The real unlock will be multimodal, high-bandwidth interfaces that optimize for how humans actually communicate. Consider the vast difference in information transfer rates:
The human eye ingests data at 100 megabits per second.
Spoken language transmits information at just 39 bits per second.
Text-based chat interfaces are even slower.
To fully harness AI’s potential, interfaces must compress, contextualize, and automate interactions in ways that minimize cognitive friction. The future belongs to AI-native interfaces that rethink how intelligence is delivered—not just responding to prompts but anticipating intent, learning from patterns, and structuring knowledge into easily digestible formats.
The evolution of human communication has always been about compression. As Chris Paik has brilliantly observed, stories, songs, and myths are cognitive compression algorithms—ways to encode and transmit vast amounts of meaning efficiently. A single parable can encapsulate an entire worldview, just as a melody can evoke deeply embedded cultural knowledge. These formats endure because they optimize cognitive bandwidth, allowing complex ideas to be shared with minimal effort.
AI lacks this efficiency today. Current interfaces force users to manually craft prompts and sift through responses, creating a bottleneck between human intention and machine execution. The future of AI interaction will depend on developing new compression formats that remove friction from human-computer interaction.
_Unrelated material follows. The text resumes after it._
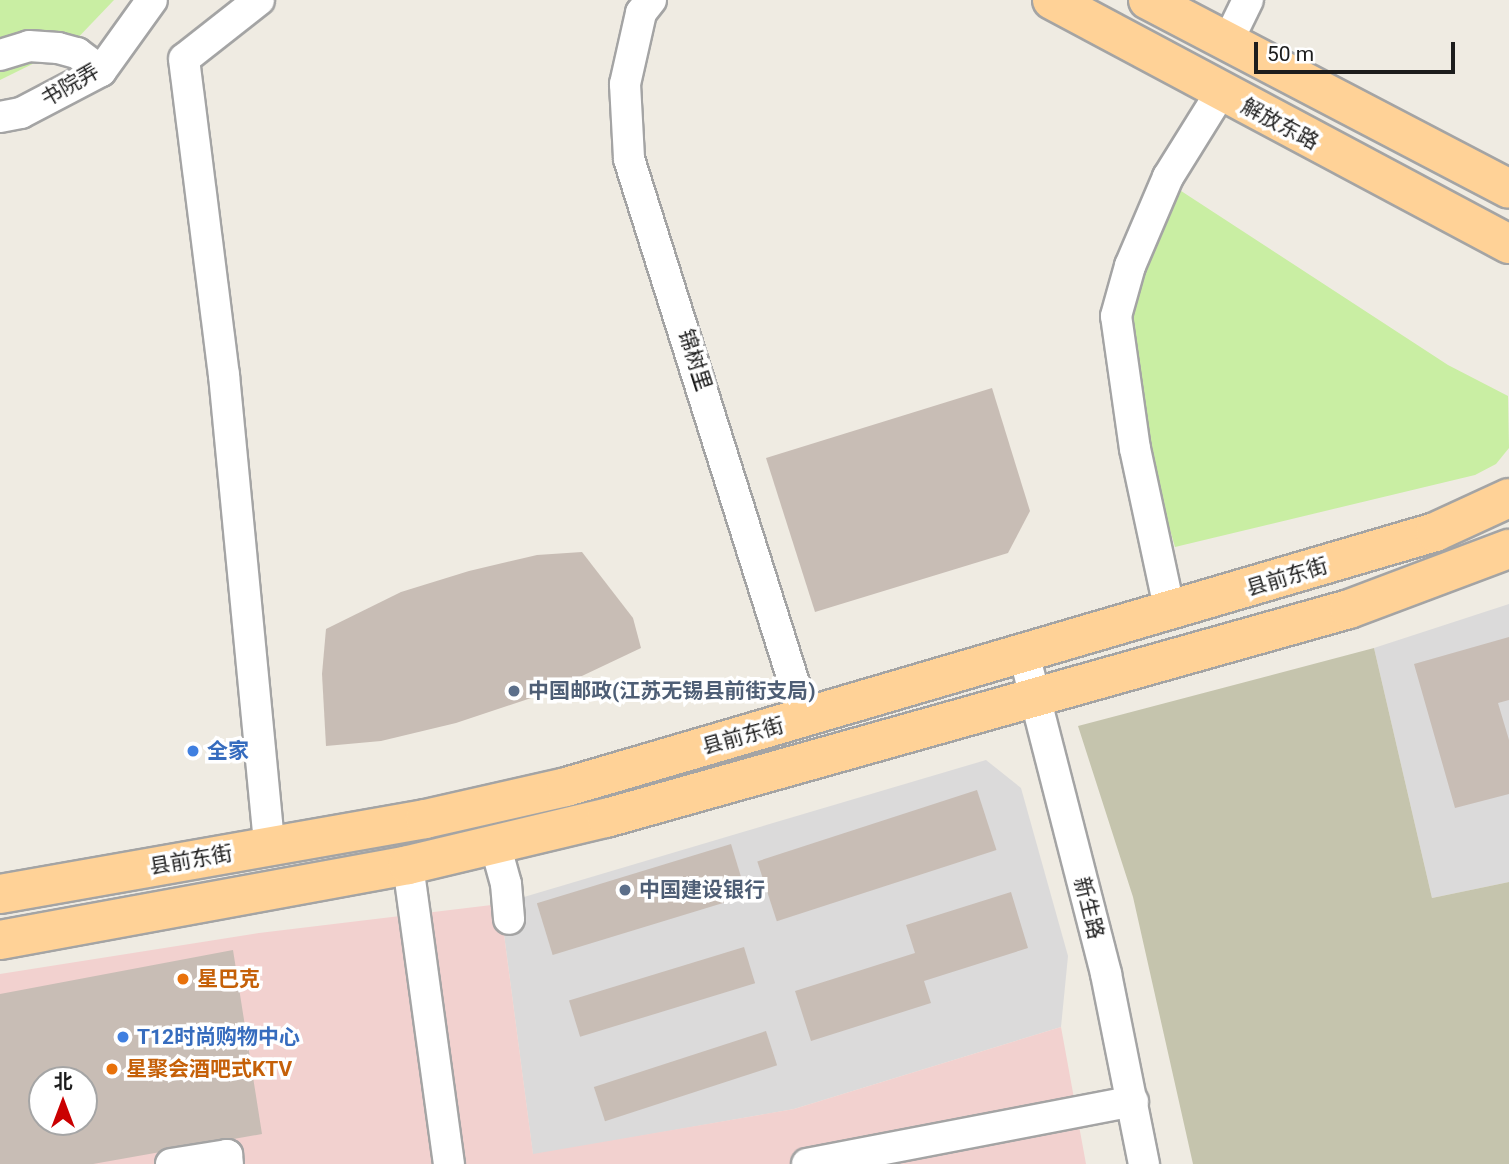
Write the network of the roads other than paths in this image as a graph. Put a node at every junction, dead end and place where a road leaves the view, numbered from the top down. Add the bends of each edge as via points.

Much like how Google’s search box, Facebook’s News Feed, and Amazon’s recommendation engine became the defining interfaces of the web era, the AI-native interface that seamlessly integrates intelligence into daily workflows will determine the winners of this era. Indeed, modern SaaS companies have succeeded not by owning differentiated computation resources, but by perfecting interface design—wrapping structured tasks in intuitive user experiences that lower friction, increase engagement, and drive network effects. The AI era will follow the same trajectory. The companies that win will not necessarily be those with the best models but those that own distribution—the seamless, habitual relationship with demand.
This follows a clear pattern from Aggregation Theory:
The best distributors own demand, not supply.
Interfaces will dictate who wins the AI era—not the models themselves.
In sum, the AI revolution isn’t just about intelligence—it’s about how that intelligence is accessed and experienced. The companies that win won’t just build better models; they will build better ways to think with AI. Just as graphical interfaces replaced command-line inputs, the AI-native paradigm will make today’s prompt engineering feel like an archaic relic.